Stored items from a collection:
..........
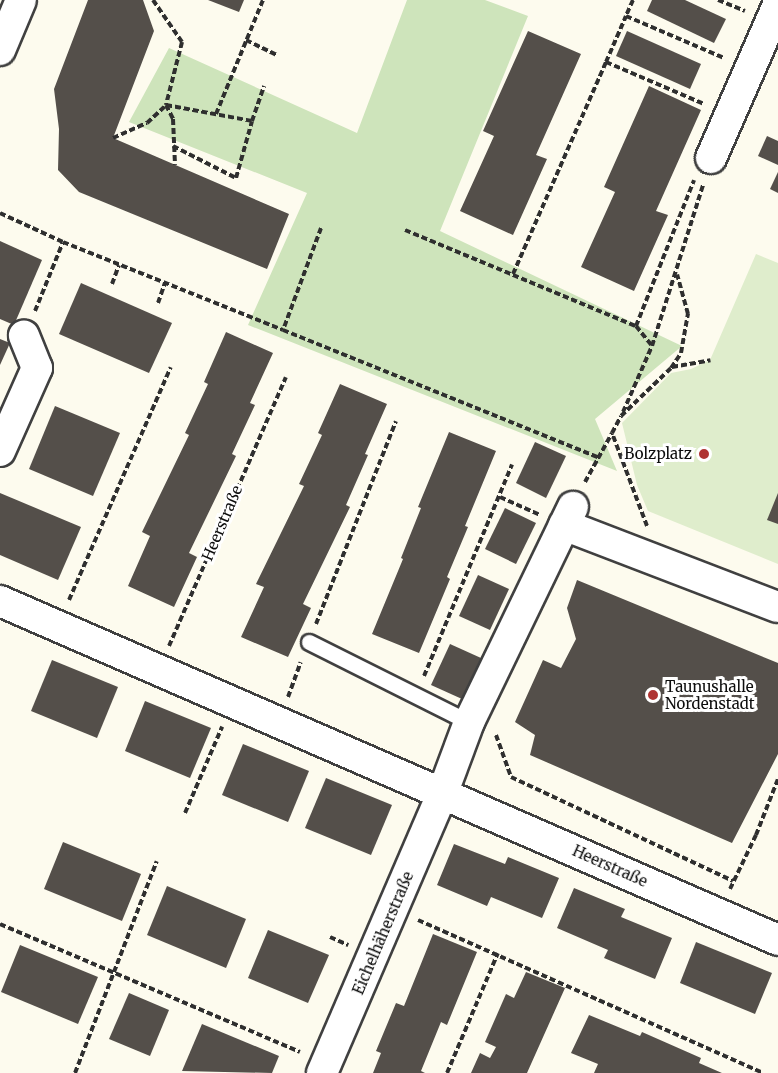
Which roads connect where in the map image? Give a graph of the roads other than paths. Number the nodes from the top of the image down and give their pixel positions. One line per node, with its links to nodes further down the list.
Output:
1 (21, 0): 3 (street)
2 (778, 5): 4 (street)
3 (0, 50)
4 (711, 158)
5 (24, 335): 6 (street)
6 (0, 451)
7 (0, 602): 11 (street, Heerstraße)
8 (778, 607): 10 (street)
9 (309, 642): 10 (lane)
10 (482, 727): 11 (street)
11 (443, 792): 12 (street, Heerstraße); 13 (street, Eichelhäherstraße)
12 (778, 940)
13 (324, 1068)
..........
About this exercise -> Give the records again without a single change, and exclude the pictures.

Exercise answer ->
Which roads connect where in the map image? Give a graph of the roads other than paths. Number the nodes from the top of the image down and give their pixel positions. One line per node, with its links to nodes further down the list.
Output:
1 (21, 0): 3 (street)
2 (778, 5): 4 (street)
3 (0, 50)
4 (711, 158)
5 (24, 335): 6 (street)
6 (0, 451)
7 (0, 602): 11 (street, Heerstraße)
8 (778, 607): 10 (street)
9 (309, 642): 10 (lane)
10 (482, 727): 11 (street)
11 (443, 792): 12 (street, Heerstraße); 13 (street, Eichelhäherstraße)
12 (778, 940)
13 (324, 1068)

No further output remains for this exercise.